◆ **Exercise objective**
Every line of the material below that holds the string "main" should be copied.

◆ **Listed entries**
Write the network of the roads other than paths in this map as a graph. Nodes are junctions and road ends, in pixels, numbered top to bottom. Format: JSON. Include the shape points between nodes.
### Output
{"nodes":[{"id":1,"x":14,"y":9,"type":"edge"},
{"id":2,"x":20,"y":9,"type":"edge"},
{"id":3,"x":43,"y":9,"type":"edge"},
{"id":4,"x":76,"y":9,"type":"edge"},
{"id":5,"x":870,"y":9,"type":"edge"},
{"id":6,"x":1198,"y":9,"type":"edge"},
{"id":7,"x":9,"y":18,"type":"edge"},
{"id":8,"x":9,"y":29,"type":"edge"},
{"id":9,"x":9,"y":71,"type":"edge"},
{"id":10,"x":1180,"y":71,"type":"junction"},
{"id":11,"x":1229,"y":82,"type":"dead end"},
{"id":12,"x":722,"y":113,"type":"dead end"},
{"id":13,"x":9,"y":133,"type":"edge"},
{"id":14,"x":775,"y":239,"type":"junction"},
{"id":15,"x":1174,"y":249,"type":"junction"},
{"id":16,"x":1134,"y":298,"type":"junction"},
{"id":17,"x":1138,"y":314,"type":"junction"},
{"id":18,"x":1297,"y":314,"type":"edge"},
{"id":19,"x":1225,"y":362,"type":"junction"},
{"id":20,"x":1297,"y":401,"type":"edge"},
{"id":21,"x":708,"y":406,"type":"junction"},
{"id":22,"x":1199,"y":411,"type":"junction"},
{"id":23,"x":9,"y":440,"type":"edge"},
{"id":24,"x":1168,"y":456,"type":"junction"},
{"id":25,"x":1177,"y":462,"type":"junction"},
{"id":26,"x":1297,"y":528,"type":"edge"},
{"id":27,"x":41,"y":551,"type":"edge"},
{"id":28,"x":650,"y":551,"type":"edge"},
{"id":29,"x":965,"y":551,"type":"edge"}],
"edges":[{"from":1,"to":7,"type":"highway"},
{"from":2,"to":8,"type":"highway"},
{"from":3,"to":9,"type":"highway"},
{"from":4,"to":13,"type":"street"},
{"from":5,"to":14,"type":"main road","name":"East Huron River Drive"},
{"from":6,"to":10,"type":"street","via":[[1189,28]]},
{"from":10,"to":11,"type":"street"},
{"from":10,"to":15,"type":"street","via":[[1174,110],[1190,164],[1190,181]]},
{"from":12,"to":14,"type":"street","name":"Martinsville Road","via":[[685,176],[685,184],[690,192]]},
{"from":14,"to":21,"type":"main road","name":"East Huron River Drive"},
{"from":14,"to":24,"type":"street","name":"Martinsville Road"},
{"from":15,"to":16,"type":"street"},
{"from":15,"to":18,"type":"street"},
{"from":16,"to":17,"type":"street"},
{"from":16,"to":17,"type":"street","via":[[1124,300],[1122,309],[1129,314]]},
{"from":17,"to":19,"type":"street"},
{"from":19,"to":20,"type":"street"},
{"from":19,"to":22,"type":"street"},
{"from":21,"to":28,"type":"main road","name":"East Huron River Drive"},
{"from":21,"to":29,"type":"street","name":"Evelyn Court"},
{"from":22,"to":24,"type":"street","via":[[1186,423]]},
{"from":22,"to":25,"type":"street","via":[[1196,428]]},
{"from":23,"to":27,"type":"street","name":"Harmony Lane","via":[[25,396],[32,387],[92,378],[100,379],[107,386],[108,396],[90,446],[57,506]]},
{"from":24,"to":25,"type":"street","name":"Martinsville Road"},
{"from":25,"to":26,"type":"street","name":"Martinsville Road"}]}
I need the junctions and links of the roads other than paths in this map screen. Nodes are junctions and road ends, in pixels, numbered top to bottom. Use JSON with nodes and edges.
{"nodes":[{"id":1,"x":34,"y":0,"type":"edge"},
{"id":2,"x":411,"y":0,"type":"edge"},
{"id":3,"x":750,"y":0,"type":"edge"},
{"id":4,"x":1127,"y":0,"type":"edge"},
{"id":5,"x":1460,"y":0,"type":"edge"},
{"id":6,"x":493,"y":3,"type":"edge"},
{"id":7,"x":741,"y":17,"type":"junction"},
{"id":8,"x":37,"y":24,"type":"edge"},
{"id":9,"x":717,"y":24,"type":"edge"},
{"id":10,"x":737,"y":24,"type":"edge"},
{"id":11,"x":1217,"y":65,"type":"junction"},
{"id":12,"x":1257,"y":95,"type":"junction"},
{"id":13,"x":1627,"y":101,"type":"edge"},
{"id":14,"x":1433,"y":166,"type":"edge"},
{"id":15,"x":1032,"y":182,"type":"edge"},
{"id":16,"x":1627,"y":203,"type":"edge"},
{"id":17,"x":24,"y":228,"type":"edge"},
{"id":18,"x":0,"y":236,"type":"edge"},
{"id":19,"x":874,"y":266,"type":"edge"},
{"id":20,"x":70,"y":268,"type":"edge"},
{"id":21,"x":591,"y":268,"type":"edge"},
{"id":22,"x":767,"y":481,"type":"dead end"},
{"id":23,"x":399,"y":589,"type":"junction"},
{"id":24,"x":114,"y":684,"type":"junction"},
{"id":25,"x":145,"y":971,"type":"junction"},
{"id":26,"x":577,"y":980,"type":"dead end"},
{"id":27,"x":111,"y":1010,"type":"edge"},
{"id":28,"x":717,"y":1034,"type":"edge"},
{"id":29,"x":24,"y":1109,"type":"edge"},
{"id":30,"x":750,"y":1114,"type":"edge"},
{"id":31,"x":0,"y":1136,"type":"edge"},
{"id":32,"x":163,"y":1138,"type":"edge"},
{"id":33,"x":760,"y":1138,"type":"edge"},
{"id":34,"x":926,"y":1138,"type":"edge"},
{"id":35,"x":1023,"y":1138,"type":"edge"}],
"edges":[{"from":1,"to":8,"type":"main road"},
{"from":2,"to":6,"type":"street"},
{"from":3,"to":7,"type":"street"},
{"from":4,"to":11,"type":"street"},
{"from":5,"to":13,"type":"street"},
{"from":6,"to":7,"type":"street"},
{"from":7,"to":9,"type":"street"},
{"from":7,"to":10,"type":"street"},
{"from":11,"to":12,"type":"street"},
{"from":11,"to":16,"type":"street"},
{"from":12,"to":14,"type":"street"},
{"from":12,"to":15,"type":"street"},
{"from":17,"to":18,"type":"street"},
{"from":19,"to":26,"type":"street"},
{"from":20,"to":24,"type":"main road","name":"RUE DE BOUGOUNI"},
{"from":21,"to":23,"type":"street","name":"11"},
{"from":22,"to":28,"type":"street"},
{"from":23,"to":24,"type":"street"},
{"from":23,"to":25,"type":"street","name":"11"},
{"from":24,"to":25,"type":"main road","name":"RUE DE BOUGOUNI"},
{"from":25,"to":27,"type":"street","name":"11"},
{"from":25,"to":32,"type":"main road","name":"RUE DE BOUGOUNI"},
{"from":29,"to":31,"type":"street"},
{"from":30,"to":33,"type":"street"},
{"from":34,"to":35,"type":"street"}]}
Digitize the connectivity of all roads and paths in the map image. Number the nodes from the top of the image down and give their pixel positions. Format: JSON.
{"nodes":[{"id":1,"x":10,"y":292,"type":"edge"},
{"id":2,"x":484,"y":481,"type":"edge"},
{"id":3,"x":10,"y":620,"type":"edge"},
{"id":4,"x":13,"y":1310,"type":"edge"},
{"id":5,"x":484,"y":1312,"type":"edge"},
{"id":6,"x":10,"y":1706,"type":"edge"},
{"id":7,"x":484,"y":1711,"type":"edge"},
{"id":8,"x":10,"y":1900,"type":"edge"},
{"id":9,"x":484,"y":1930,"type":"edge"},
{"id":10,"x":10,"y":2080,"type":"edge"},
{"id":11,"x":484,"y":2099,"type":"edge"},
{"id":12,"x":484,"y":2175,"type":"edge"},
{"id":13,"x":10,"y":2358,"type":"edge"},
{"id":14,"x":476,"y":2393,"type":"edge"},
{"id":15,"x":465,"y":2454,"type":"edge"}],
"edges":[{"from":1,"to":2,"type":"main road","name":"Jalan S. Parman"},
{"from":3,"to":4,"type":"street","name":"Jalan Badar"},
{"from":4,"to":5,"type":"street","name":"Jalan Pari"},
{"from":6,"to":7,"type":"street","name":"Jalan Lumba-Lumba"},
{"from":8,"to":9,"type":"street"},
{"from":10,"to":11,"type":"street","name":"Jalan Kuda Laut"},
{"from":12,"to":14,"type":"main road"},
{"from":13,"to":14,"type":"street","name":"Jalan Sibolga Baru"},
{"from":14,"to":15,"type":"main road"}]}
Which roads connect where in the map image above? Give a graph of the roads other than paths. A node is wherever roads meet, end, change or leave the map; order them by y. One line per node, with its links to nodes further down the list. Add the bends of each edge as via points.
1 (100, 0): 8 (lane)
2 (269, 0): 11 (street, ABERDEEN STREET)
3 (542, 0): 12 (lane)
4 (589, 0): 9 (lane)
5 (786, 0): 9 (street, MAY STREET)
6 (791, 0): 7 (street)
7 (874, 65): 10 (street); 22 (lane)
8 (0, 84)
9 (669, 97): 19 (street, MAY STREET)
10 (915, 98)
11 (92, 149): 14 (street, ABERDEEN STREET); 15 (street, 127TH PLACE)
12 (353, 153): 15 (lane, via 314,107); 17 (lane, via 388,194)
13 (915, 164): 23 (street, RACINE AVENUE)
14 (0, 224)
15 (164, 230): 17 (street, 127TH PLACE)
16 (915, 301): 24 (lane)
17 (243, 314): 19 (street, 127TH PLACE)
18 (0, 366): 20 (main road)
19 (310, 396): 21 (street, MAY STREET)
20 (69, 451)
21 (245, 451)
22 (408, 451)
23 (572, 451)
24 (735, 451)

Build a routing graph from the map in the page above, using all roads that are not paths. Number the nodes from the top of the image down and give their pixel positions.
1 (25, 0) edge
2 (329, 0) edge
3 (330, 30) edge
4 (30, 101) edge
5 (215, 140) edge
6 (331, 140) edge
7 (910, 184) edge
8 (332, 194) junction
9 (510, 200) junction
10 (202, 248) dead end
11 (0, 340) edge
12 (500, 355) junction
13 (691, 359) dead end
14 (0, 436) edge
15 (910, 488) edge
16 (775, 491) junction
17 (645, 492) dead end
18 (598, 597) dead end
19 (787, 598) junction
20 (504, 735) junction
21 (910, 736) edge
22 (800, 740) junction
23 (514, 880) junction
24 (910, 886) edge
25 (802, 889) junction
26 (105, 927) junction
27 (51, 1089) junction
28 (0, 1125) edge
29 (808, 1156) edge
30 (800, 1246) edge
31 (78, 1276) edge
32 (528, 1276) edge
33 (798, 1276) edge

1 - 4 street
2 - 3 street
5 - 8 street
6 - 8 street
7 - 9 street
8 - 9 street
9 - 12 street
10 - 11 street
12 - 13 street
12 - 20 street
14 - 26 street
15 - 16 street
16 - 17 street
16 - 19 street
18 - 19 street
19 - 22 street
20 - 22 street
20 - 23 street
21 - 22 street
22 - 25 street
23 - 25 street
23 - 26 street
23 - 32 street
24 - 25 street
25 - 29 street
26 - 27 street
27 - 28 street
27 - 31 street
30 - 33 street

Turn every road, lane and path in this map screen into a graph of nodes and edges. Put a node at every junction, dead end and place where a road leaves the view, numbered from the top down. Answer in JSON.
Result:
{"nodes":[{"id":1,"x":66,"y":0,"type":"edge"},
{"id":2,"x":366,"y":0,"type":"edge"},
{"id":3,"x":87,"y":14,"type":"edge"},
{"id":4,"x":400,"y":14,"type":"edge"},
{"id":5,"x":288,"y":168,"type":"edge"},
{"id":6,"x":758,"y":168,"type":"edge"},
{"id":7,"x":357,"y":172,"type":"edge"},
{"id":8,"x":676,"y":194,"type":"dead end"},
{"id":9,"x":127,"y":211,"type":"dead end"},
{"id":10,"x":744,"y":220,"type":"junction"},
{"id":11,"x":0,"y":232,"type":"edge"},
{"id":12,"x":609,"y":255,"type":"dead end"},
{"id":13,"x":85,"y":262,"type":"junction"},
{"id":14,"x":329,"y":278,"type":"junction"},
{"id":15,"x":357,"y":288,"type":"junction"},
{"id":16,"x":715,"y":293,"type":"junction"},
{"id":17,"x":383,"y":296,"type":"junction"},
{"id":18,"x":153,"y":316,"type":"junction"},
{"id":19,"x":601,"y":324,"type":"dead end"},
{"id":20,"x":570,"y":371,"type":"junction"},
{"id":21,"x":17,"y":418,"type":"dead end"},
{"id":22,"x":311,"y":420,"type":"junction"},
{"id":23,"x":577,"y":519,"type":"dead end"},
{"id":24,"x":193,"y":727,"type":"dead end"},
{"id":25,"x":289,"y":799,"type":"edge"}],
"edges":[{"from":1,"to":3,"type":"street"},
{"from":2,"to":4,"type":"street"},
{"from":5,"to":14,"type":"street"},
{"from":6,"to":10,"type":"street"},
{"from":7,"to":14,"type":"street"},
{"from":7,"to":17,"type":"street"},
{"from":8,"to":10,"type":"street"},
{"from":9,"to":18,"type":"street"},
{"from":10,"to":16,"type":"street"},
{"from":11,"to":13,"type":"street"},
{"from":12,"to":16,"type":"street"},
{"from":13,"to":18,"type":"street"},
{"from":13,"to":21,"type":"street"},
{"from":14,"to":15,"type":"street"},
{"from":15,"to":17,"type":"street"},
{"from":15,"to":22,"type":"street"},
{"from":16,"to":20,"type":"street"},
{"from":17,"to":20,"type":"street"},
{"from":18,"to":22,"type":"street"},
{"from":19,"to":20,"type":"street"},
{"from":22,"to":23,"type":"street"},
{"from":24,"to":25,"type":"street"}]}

◆ **Exercise result**
{"from":5,"to":14,"type":"main road","name":"East Huron River Drive"},
{"from":14,"to":21,"type":"main road","name":"East Huron River Drive"},
{"from":21,"to":28,"type":"main road","name":"East Huron River Drive"},
"edges":[{"from":1,"to":8,"type":"main road"},
{"from":20,"to":24,"type":"main road","name":"RUE DE BOUGOUNI"},
{"from":24,"to":25,"type":"main road","name":"RUE DE BOUGOUNI"},
{"from":25,"to":32,"type":"main road","name":"RUE DE BOUGOUNI"},
"edges":[{"from":1,"to":2,"type":"main road","name":"Jalan S. Parman"},
{"from":12,"to":14,"type":"main road"},
{"from":14,"to":15,"type":"main road"}]}
18 (0, 366): 20 (main road)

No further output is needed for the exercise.